Thanks! I may give 1 a shot. Wish I hadn't accidentally ordered 4 of the flat OST bars rather than the 1 I needed. Oh well, 1 made an interesting Christmas gift and another got placed into my dad's hands LOL. My ground is heavy, more clay based. Hmm I wonder if clay will fall out the core hollow tip as needed.
 
Thanks! I may give 1 a shot. Wish I hadn't accidentally ordered 4 of the flat OST bars rather than the 1 I needed. Oh well, 1 made an interesting Christmas gift and another got placed into my dad's hands LOL. My ground is heavy, more clay based. Hmm I wonder if clay will fall out the core hollow tip as needed.
They have hollow and solid point. My only experience is with the solid point.
 
We have clay based soil here and I use the solid point. I have had very high survival rates with the plugs. Only ones I have lost have been due to extremely dry years, and that would have been an issue for bare roots as well. About as easy as it gets, step on tool to punch a hole, drop in a plug and either step on soil or scrape some on top and move on to the next.
 
4 apple
6 pear
175 norways
25 concordia oaks
150 gray dogwoods
25 silky dogwoods
25 rough leaf dogwoods

I'm going to cage the fruit trees and the oaks. The dogwoods and norways will be used to screen a small kill plot that is too open, and a good number of those will get protected. I'm going to try and plant the rest in hinge cut areas and hope the downed trees protect them enough to get make it a year or so.
 
I am going to be targeting volunteer Scotch pine trees with a chainsaw cutting them below the bottom branches. I would like to cut some of my black locust trees in my 23 year old clear cut and treat the stumps with Tordon. That has to be done every few years to keep the locust from getting to big and spreading seeds again. There is enough locust seed in the ground 23 years after my clear cut.
I did save a couple hundred good hickory nuts and I plan on putting them in the ground this spring. I have no hickory trees on my land so I am hoping I might get a few to grow mostly for the squirrels.
I put fertilizer spikes on all my apple trees every spring and then clear out the brush that has grown in the drip line area.
If I get the EQIP grant for which I applied, I will be disking in a fire break and doing my 7th controlled burn on my 12 acre praire.
 
I wrote up a list this year so I can plan it better than just doing what comes to mind at the moment. The list is at the cabin so this is from memory.
300 black spruce
100 tamarack
250 hybrid poplar into my ash stands that I will be hinge cutting.(hoping to get new cover in there before EAB kills the ash)
at least 70 MG rhyzomes
ROD cuttings, as many as I can cut.
Hand clearing 1 small woods plot(1/4 acre)
Lime, and plant the new plot and another I cleared this year.
I want to add some more fruit trees, not sure what or how many.
Hinge feather some edges, the cutting will start in Jan. then the clearing when I can get at the ground. Tree planting will probably be in late April, early May.
As usual for every year, lime lime lime
 
Will see if anything jumps out at me from the PA Game Commission nursery, maybe some white spruce.

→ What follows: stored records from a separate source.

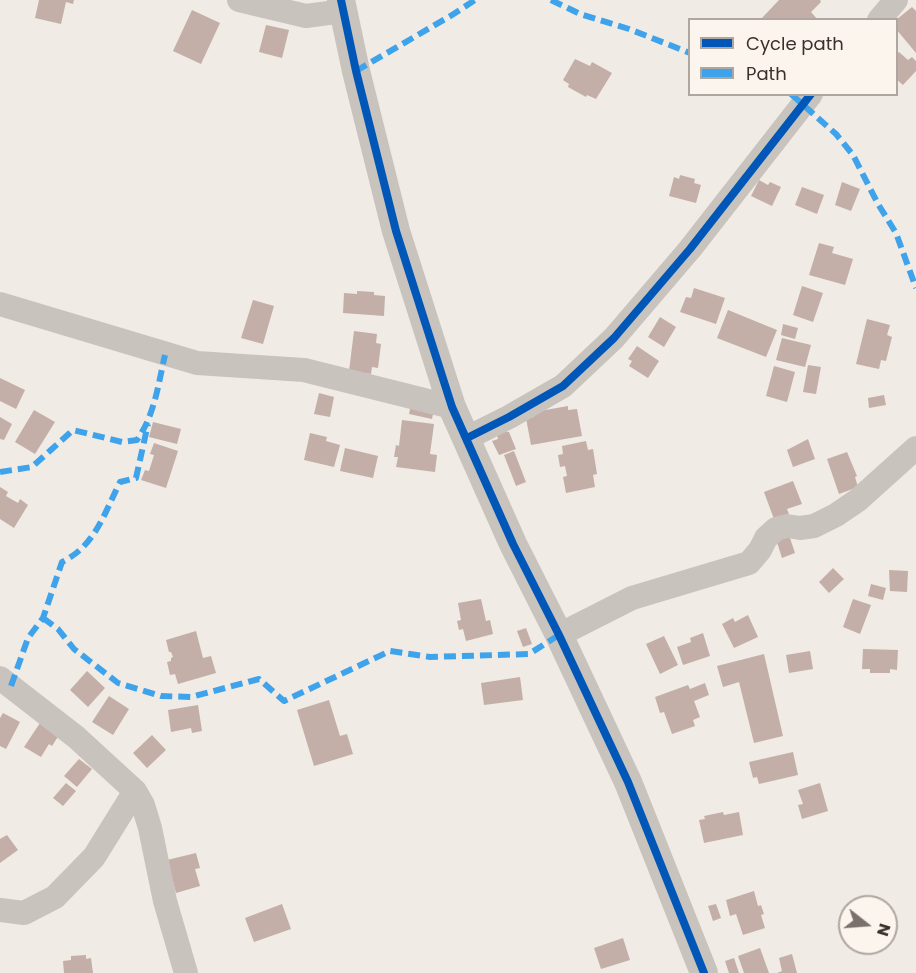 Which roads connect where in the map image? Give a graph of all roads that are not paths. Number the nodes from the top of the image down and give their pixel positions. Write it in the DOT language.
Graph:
graph roads {
  1 [pos="239,0"];
  2 [pos="896,0"];
  3 [pos="342,6"];
  4 [pos="881,18"];
  5 [pos="809,96"];
  6 [pos="0,304"];
  7 [pos="452,407"];
  8 [pos="467,438"];
  9 [pos="916,448"];
  10 [pos="559,635"];
  11 [pos="0,678"];
  12 [pos="135,791"];
  13 [pos="0,910"];
  14 [pos="186,973"];
  15 [pos="704,973"];
  1 -- 3 [label="street"];
  2 -- 4 [label="street"];
  3 -- 7 [label="street"];
  5 -- 8 [label="street"];
  6 -- 7 [label="street"];
  7 -- 8 [label="street"];
  8 -- 10 [label="street"];
  9 -- 10 [label="street"];
  10 -- 15 [label="street"];
  11 -- 12 [label="street"];
  12 -- 13 [label="street"];
  12 -- 14 [label="street"];
} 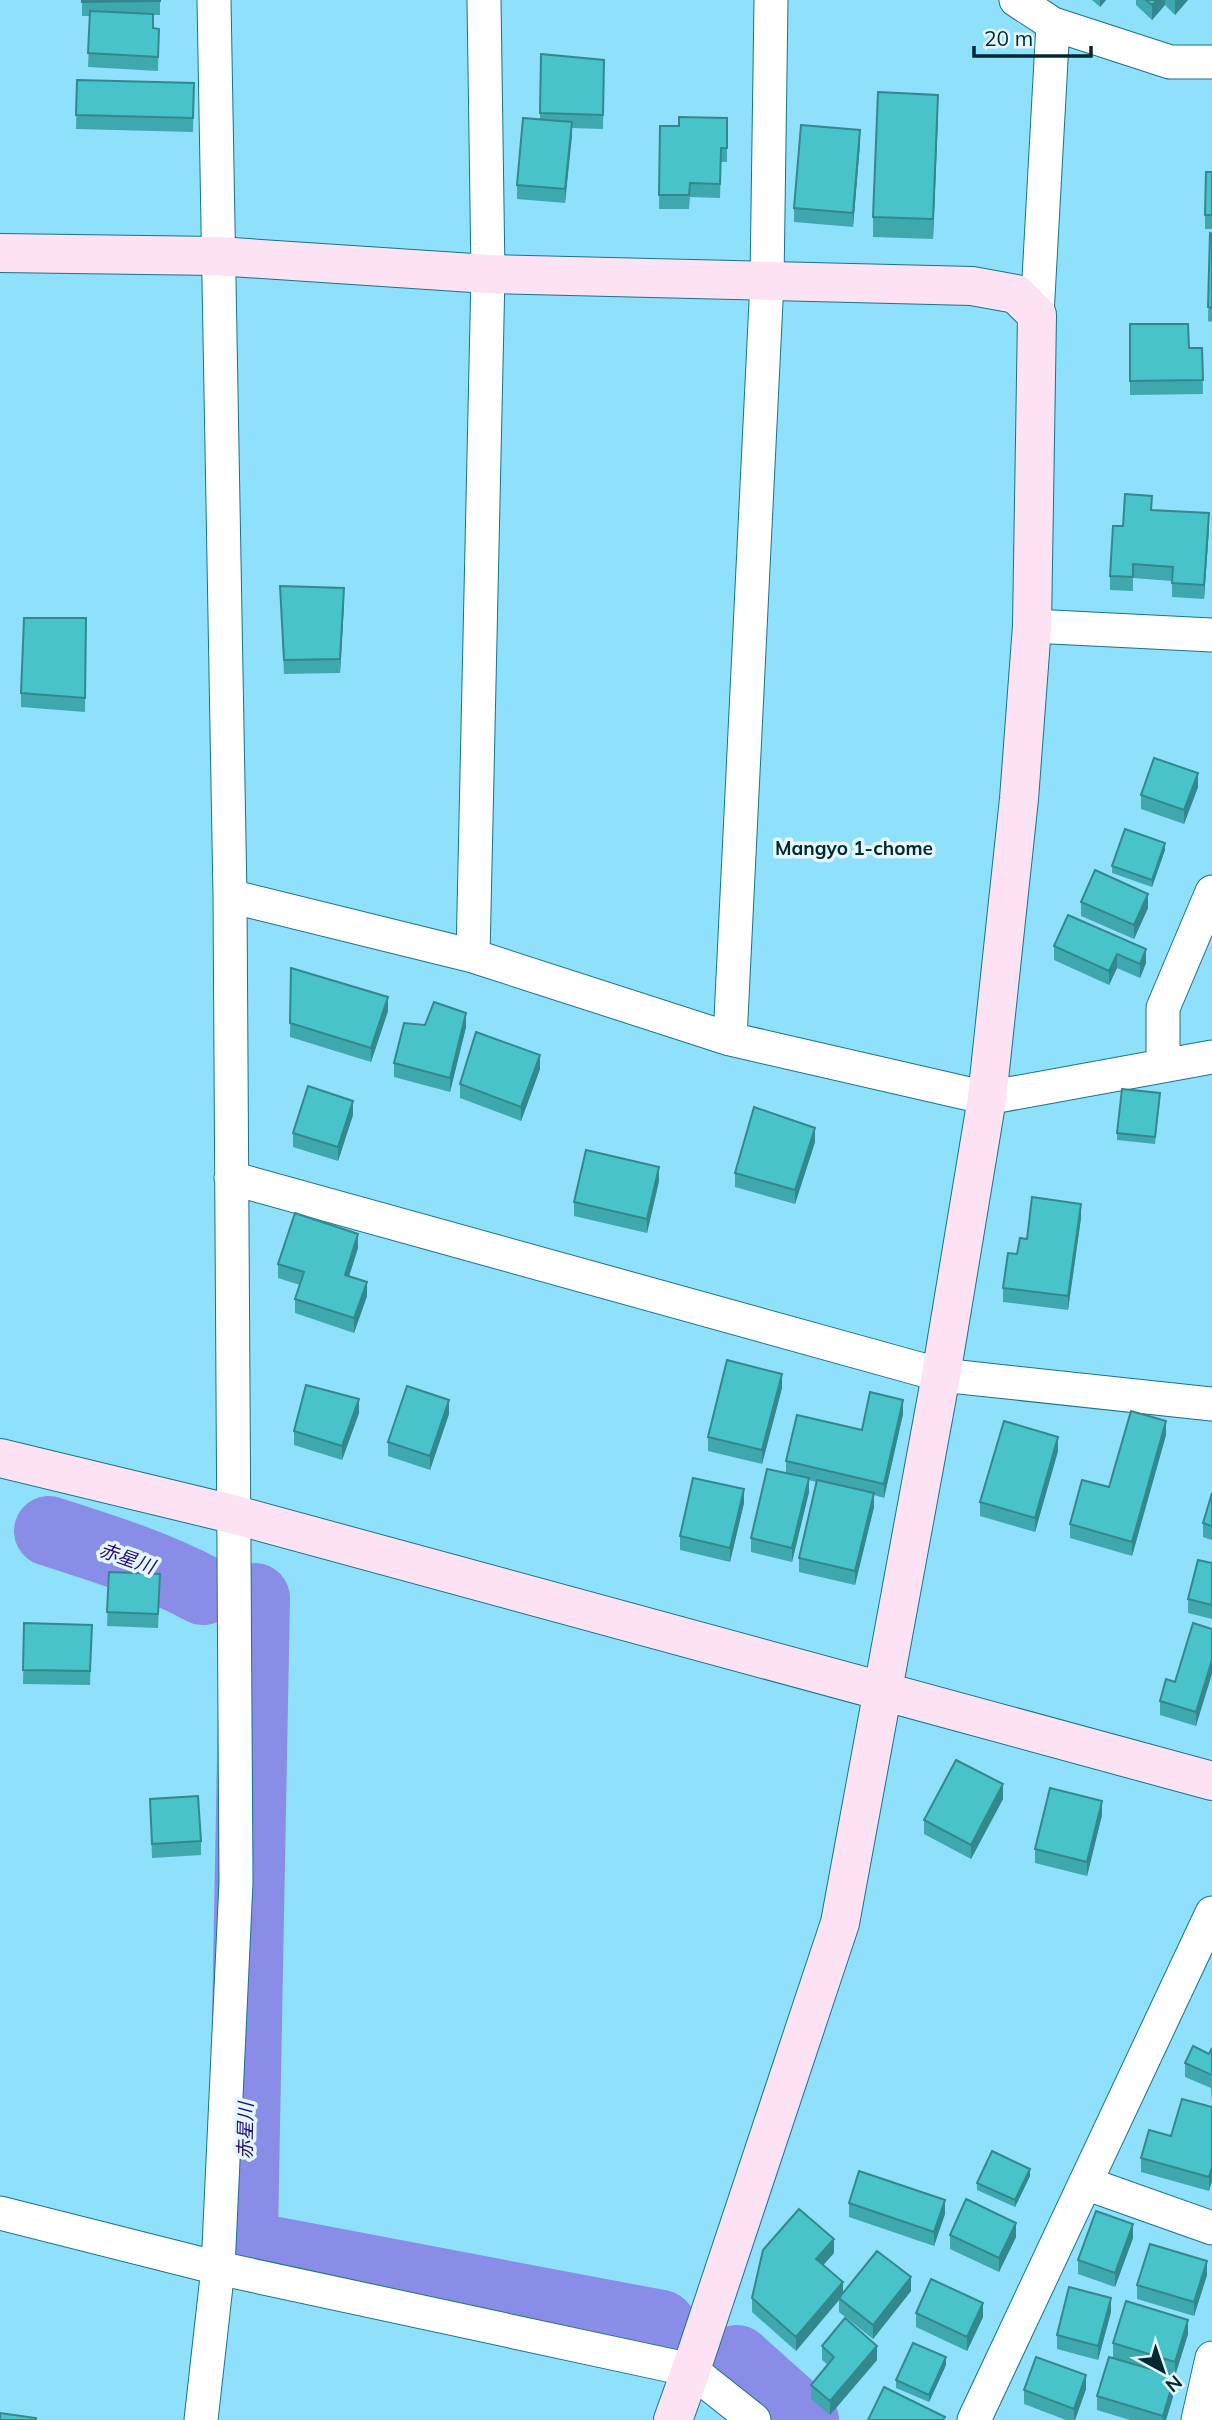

What a bummer. The PGC had some interesting stuff on their 2018 listing but recently announced they will not be selling to the public in 2018. The announcement said they had germination failure of several conifer species. I can't imagine why they waited until December to announce that since it would have been known last summer. Might really be a budget/cost saving thing similar to closing some of the pheasant breeding farms. Maybe they'll have some bigger/better stock available in 2019...assuming they don't close down the the nursery.
 
^^^^^ I hope they don't close down the nursery. We've gotten lots of seedlings from them over the past 22 years. I'd hate to see it go. Hoping they're back in 2019.
 
I have not heard that about the PGC nursery, that stinks. NY's Saratoga Nursery looks like it has a pretty decent selection this year. Going to get 75 American Plum from them, not sure what else I may order. I also have the following coming

4 Kerr Crabs (SLN)
2 All Winter Hangover (SLN)
2 Violi crabs (SLN)

7 Chestnut Cummins
2 Enterprise Cummins

800 Norway Spruce Plugs.

I need to order a few Liberty and Goldrush on 111 or 118 and then force myself to stop for this year. Already a full spring schedule.